The Unsettling of Europe is a definitive book in which Peter Gatrell, a historian of population movement at the University of Manchester, proves that “what we used to have” is a chimerical idea. As is the often repeated notion that today’s migration levels — immigration and emigration (although the second is rarely mentioned) — are “unprecedented”.My childhood was spent in South America, Africa, and Europe. I lived as a third-culture child among these movements of people. I knew Dutch who returned from Indonesia, French from Vietnam and Algeria, Germans from Poland, as well as all those inbound into England from the Caribbean and East Africa and elsewhere.
He begins in the wake of the last war, when vast numbers of people were on the move in Europe. About 2.7 million Germans were expelled from Czechoslovakia, another six million from Poland. By 1950, 17 per cent of the population of West Germany were refugees or expellees, a figure rising to 27 per cent in Lower Saxony.
Meanwhile, 430,000 Karelians went from the Soviet Union to Finland, 300,000 Italians from Yugoslavia to Italy, 250,000 Turks from Bulgaria to Turkey, 150,000 Ukrainians from Poland to Ukraine, Hungarians from Czechoslovakia, Germans from Romania, and so on. There was scarcely a border from the Pyrenees to the Urals that was not crossed by multitudes. A few were the 87,000 displaced Jews taken in by Britain in an act of generosity that was later used to justify British reluctance to share other refugee crises.
These were people who had never lived in the country in which they found themselves. Yet somehow provision was made: between 1945 and 1960 one tenth of all taxes in West Germany went to help ethnic German expellees. Not that everyone was delighted. There were local resentments, a pogrom or two, much prejudice, and after the Iron Curtain fell even instances of West Germans betraying to the Stasi the defection plans of Easterners, on the basis that they would “otherwise take jobs that rightfully belonged to West Germans”.
Decolonisation and politics led to other mass migrations. In 1956 210,000 Hungarians left their country after the Soviet invasion, almost all of them going to Austria. Britain took 25,000. In 1972 the 60,000 Asians living in Uganda were expelled by the regime of Idi Amin. Britain, despite being the former colonial power, agreed to take in only half. For a while some Ugandan Asians ended up in Kensington Barracks, which was run in such a way that one refugee later described it as his “first experience of what it would be like to live in a totalitarian society”.
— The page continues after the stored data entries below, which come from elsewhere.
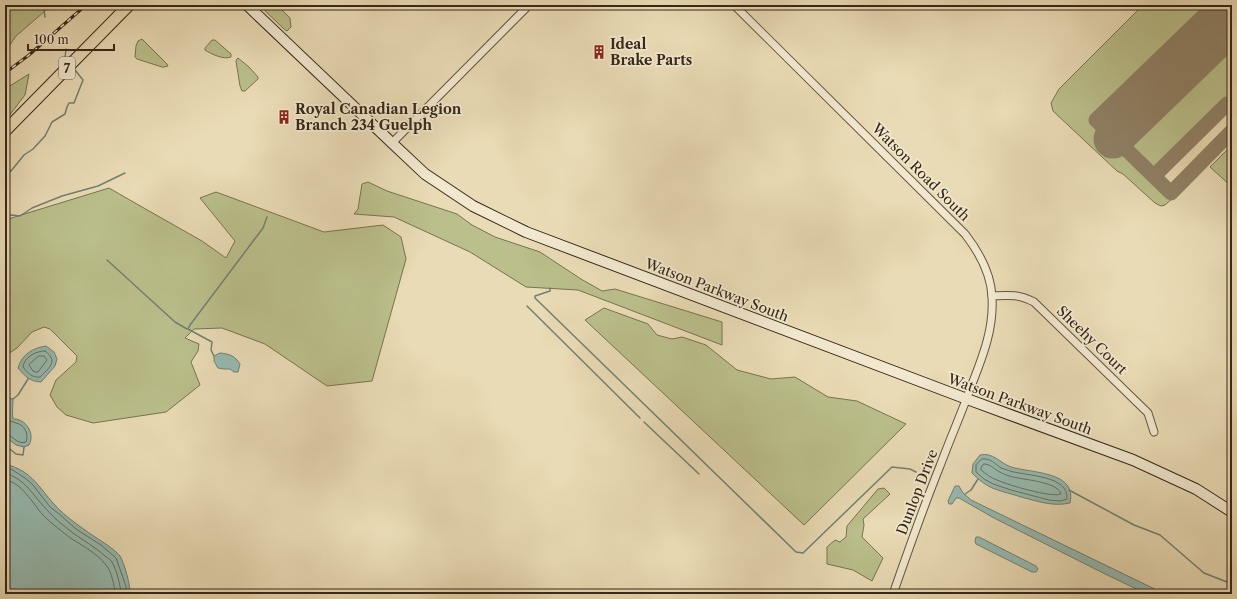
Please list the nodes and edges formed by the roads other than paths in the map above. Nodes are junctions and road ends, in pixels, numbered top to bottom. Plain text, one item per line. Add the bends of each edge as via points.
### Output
1 (129, 5) edge
2 (247, 5) edge
3 (529, 5) edge
4 (734, 5) edge
5 (5, 131) edge
6 (392, 144) junction
7 (992, 296) junction
8 (966, 399) junction
9 (1154, 432) dead end
10 (1232, 512) edge
11 (893, 594) edge

1 - 5 main road, 7
2 - 6 main road, Watson Parkway South
3 - 6 street
4 - 7 street, Watson Road South via 965,234 984,262
6 - 8 main road, Watson Parkway South via 425,174 473,206 526,232
7 - 8 street, Watson Road South via 990,332
7 - 9 street, Sheehy Court via 1011,295 1034,302 1148,413
8 - 10 main road, Watson Parkway South via 1133,460 1196,489
8 - 11 street, Dunlop Drive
Next came the Vietnamese boat people. Again Britain took very few, and then only after civil servants, urged on by Margaret Thatcher, had looked at resettling them on the Solomon Islands or the Falklands. That would have given the Argies a shock.
I had a pretty good read on the population movements from World War I but Gatrell's numbers show that World War II was comparable.
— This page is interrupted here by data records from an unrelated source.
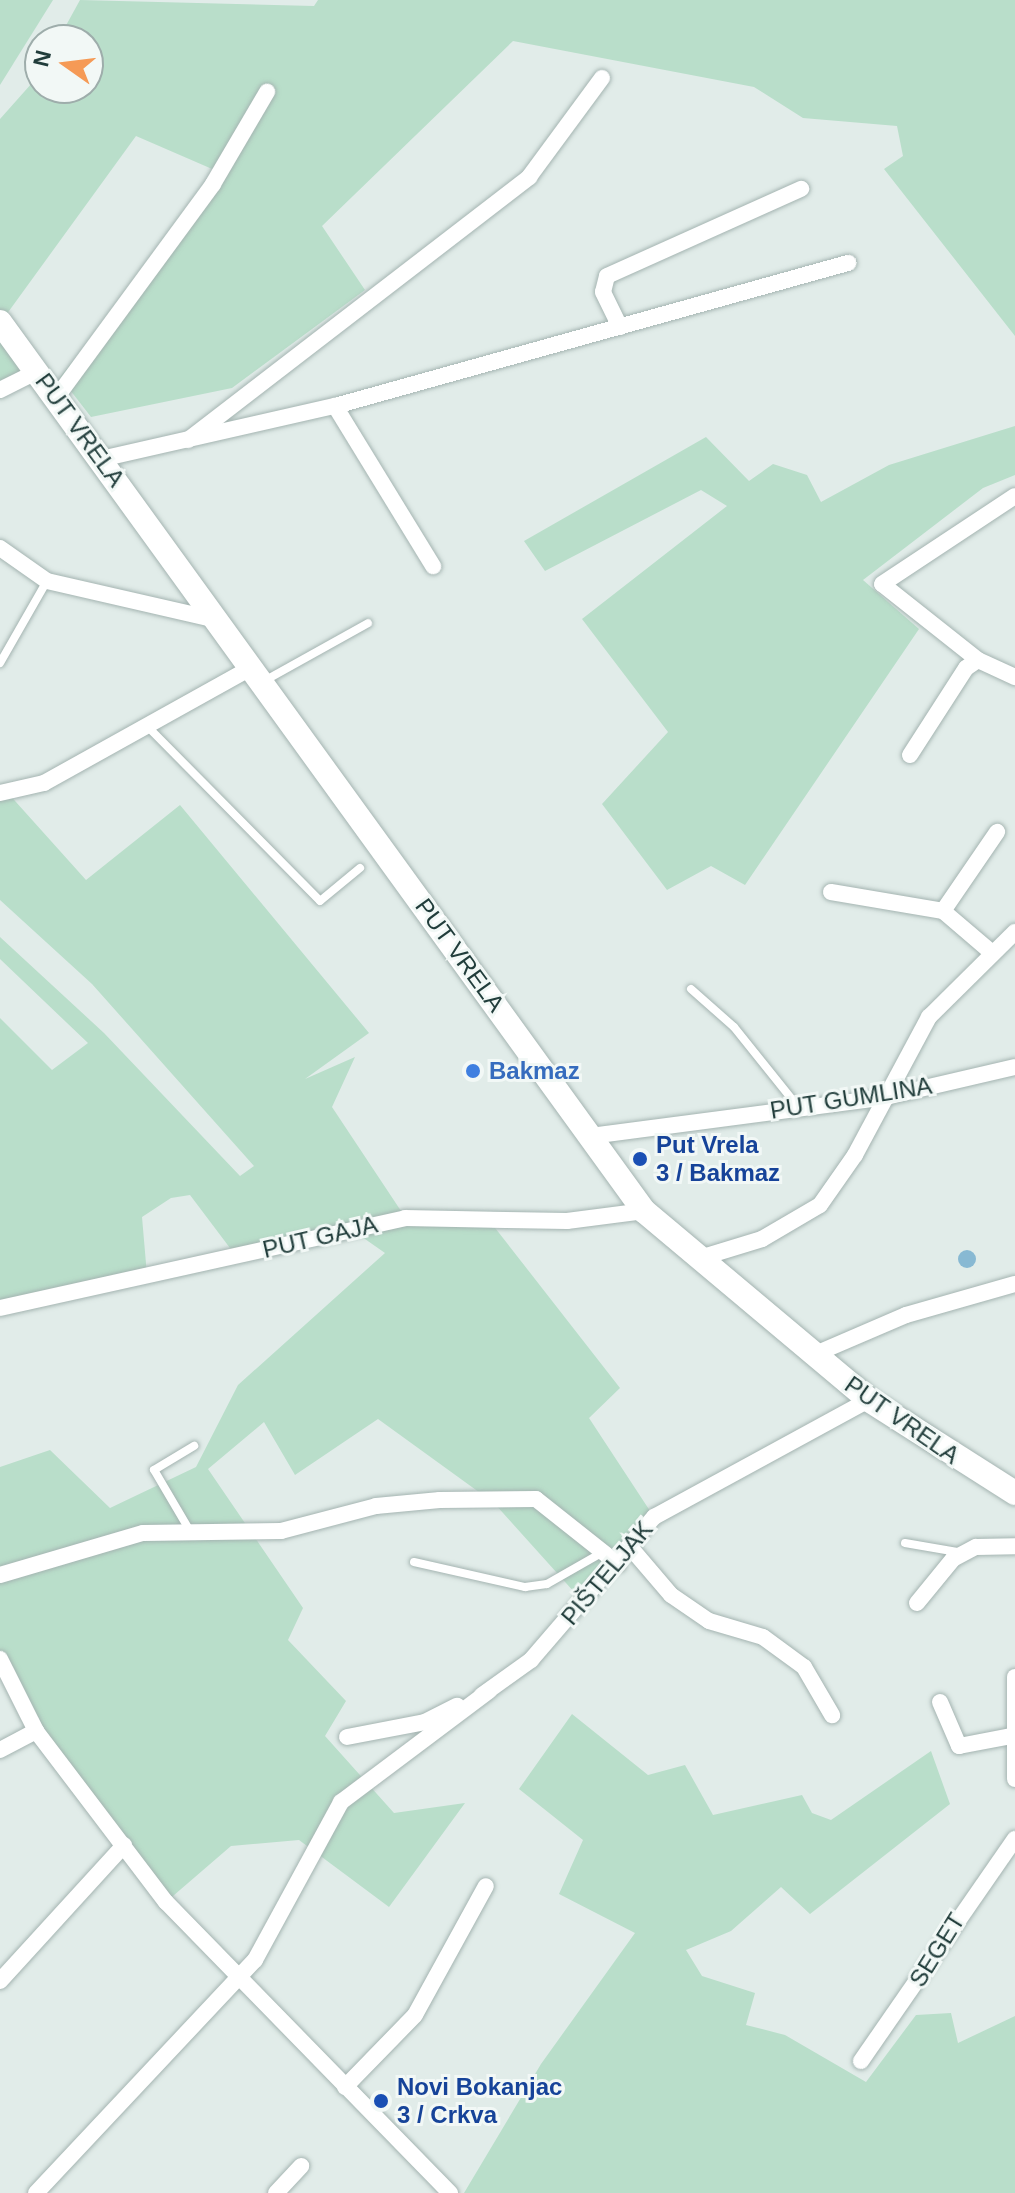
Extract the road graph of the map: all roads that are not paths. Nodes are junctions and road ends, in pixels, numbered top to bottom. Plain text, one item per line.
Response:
1 (602, 78) dead end
2 (267, 92) dead end
3 (801, 189) dead end
4 (848, 263) dead end
5 (0, 322) edge
6 (620, 327) junction
7 (36, 372) junction
8 (0, 390) edge
9 (56, 398) junction
10 (335, 406) junction
11 (186, 441) junction
12 (101, 459) junction
13 (1015, 496) edge
14 (1, 553) edge
15 (433, 566) dead end
16 (47, 581) junction
17 (219, 620) junction
18 (368, 623) dead end
19 (978, 660) junction
20 (0, 663) edge
21 (258, 674) junction
22 (1015, 677) edge
23 (147, 726) junction
24 (910, 755) dead end
25 (0, 793) edge
26 (997, 832) dead end
27 (360, 868) dead end
28 (831, 892) dead end
29 (943, 911) junction
30 (1015, 932) edge
31 (991, 952) junction
32 (691, 989) dead end
33 (1015, 1067) edge
34 (886, 1097) junction
35 (798, 1107) junction
36 (591, 1136) junction
37 (644, 1211) junction
38 (700, 1258) junction
39 (1015, 1284) edge
40 (0, 1308) edge
41 (813, 1355) junction
42 (869, 1400) junction
43 (194, 1446) dead end
44 (1015, 1493) edge
45 (190, 1531) junction
46 (905, 1543) dead end
47 (1015, 1546) edge
48 (630, 1547) junction
49 (604, 1551) junction
50 (963, 1554) junction
51 (414, 1562) dead end
52 (618, 1564) junction
53 (0, 1575) edge
54 (917, 1603) dead end
55 (0, 1659) edge
56 (1015, 1677) edge
57 (489, 1691) junction
58 (940, 1702) dead end
59 (832, 1715) dead end
60 (36, 1731) junction
61 (1012, 1736) junction
62 (347, 1737) dead end
63 (0, 1750) edge
64 (1015, 1779) edge
65 (1015, 1839) edge
66 (124, 1845) junction
67 (486, 1886) dead end
68 (238, 1978) junction
69 (0, 1981) edge
70 (861, 2061) dead end
71 (345, 2087) junction
72 (301, 2166) dead end
73 (36, 2193) edge
74 (276, 2193) edge
75 (450, 2193) edge

1 - 11 street
2 - 9 street
3 - 6 street
4 - 6 street
5 - 7 main road, PUT VRELA
6 - 10 street
7 - 8 street
7 - 9 main road, PUT VRELA
9 - 12 main road, PUT VRELA
10 - 11 street
10 - 15 street
11 - 12 street
12 - 17 main road, PUT VRELA
13 - 19 street
14 - 16 street
16 - 17 street
16 - 20 lane
17 - 21 main road, PUT VRELA
18 - 21 lane
19 - 22 street
19 - 24 street
21 - 23 street
21 - 36 main road, PUT VRELA
23 - 25 street
23 - 27 lane
26 - 29 street
28 - 29 street
29 - 31 street
30 - 31 street
31 - 34 street
32 - 35 lane
33 - 34 street, PUT GUMLINA
34 - 35 street, PUT GUMLINA
34 - 38 street
35 - 36 street, PUT GUMLINA
36 - 37 main road, PUT VRELA
37 - 38 main road, PUT VRELA
37 - 40 street, PUT GAJA
38 - 41 main road, PUT VRELA
39 - 41 street
41 - 42 main road, PUT VRELA
42 - 44 main road, PUT VRELA
42 - 48 street, PIŠTELJAK
43 - 45 lane
45 - 49 street
45 - 53 street
46 - 50 lane
47 - 50 street
48 - 52 street, PIŠTELJAK
48 - 59 street
49 - 51 lane
49 - 52 street
50 - 54 street
52 - 57 street, PIŠTELJAK
55 - 60 street
56 - 61 street
57 - 62 street, PIŠTELJAK
57 - 68 street
58 - 61 street
60 - 63 street
60 - 66 street
61 - 64 street
65 - 70 street, SEGET
66 - 68 street
66 - 69 street
67 - 71 street
68 - 71 street
68 - 73 street
71 - 75 street
72 - 74 street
He answers a longstanding question I have had about immigration permanence. As an example, in the heyday of Italian migration America in the 1880s-1920s, perhaps 35% or more ended up removing back to Italy. Sometimes we get too focused on the inbound numbers, we ignore the outbound.
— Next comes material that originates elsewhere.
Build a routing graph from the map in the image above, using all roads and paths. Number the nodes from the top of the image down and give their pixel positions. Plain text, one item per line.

In this particular instance, all through my youth, I have been aware of the concerns and issues arising from Turkish Gastarbeiters. The numbers were large compared to the host nation. And yet, in travels in Germany, the Turkish presence has never seemed proportionate to the numbers. And no wonder.
Between 1955 and 1973, 14 million guest workers arrived in Germany, with 11 million eventually returning home.That makes sense. 3 million on a country of circa 80 million is much less noticeable versus 11 million on 80 million.
Seems like an interesting book. Once I have cleared some stacks in my library, I will look for this one.